Female panda (born 2003)

Ya Ya (丫丫; born August 3, 2000) is a female giant panda who once lived at the Memphis Zoo and returned to China on a freight plane on April 27, 2023 due to health concerns. During her stay at Memphis, she suffered hair loss caused by chronic Demodex ailuropodae, which changes seasonally and is affected by hormonal fluctuations.

== Life ==
Ya Ya was born at the Beijing Zoo on August 3, 2000. In April 1999, Memphis Zoo in Tennessee signed an agreement with the China Zoo Association to borrow two pandas from China. Ya Ya and another panda, Le Le, arrived at Memphis Zoo on April 7, 2003. In 2013, after the 10-year deal expired, the two countries extended the lease for another 10 years until April 2023. In December 2022, Memphis Zoo announced the return of Ya Ya and Le Le to China.

According to the China Zoo Association, Ya Ya's tooth condition is very good for her age and her chewing ability is good. Immediately upon arrival at the Memphis Zoo, Ya Ya's hair was found to be different from that of other pandas, and a skin scraper was conducted to examine Ya Ya's mother for mite skin disease, but no mites were found. In 2006, Memphis Zoo staff negotiated with Beijing panda experts to treat her with anti-parasitic drugs for four months, but the condition remained the same. Since then, she has had a skin scraping test every year. In the March 2014 examination, the skin scraper found a mite. The skin still did not improve after treatment, but no further mites were detected in subsequent years of examination.
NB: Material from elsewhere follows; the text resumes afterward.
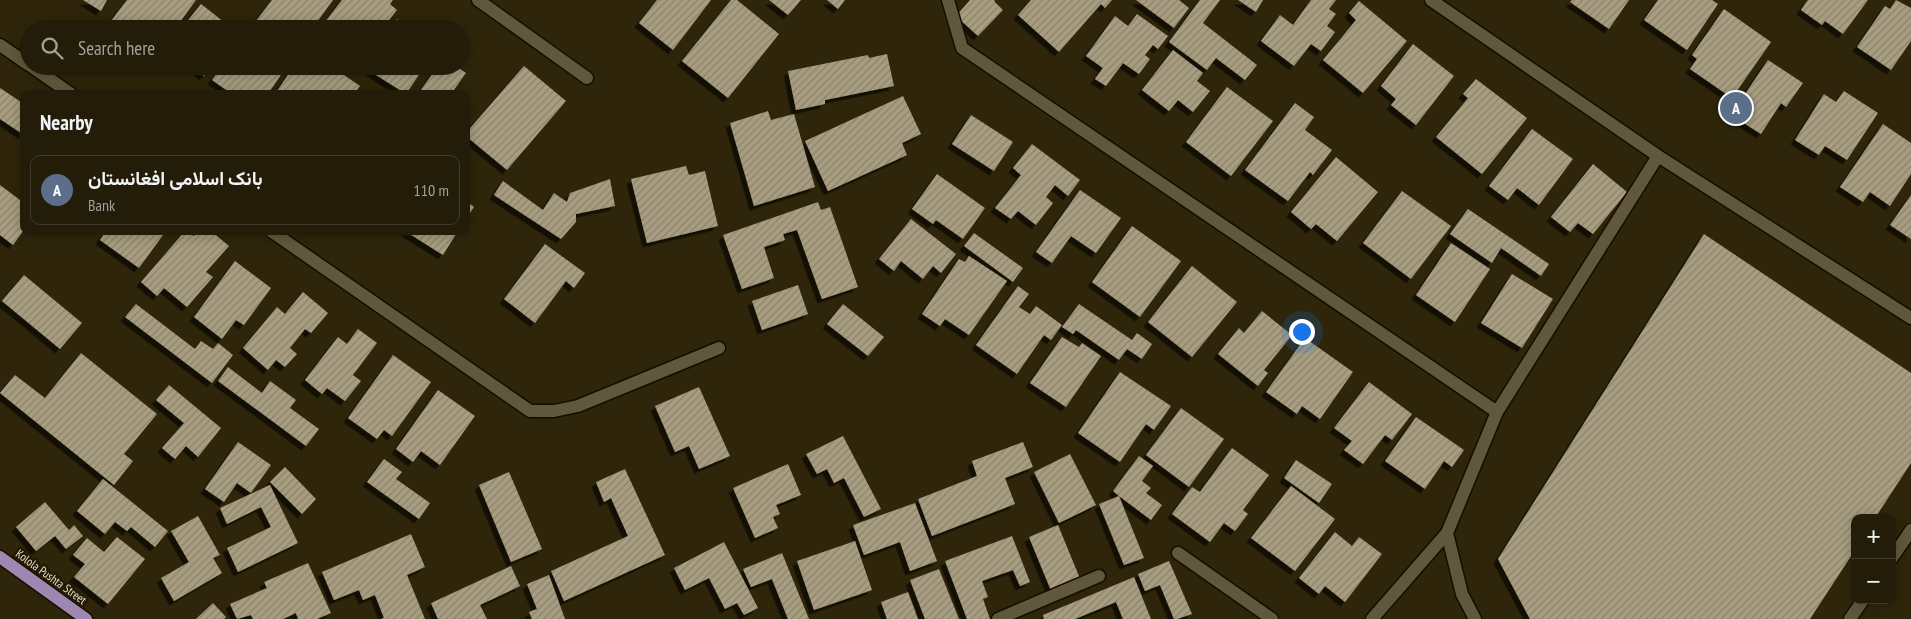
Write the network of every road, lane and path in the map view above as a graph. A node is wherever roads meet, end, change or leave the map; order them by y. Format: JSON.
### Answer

On June 9, 2021, the China Zoo Association organized an evaluation of Ya Ya's health at the Chengdu Panda Breeding Research Base, the China Panda Conservation Research Center and Beijing Zoo. The results showed that the color of the skin was dry and rusty all over the body, the hair was uneven in some parts, and another mite infection was detected.

In February 2023, following the death of fellow panda Le Le, some Chinese citizens called for Ya Ya to quickly return to China due to concerns for her health. The Beijing Zoo said it had made full preparations for the panda's eventual arrival. The team examined her physical examination report and monthly health report. The assessment concluded that besides hair loss caused by skin disease, Ya Ya had good appetite, normal fecal characteristics and stable weight. China issued import licenses and quarantine permits, identified quarantine sites, and made relevant preparations.

The cargo plane carrying Ya Ya took off from Memphis International Airport on April 26, 2023, and landed at Shanghai Pudong Airport on April 27. On May 29, Ya Ya returned to the Giant Panda House of the Beijing Zoo.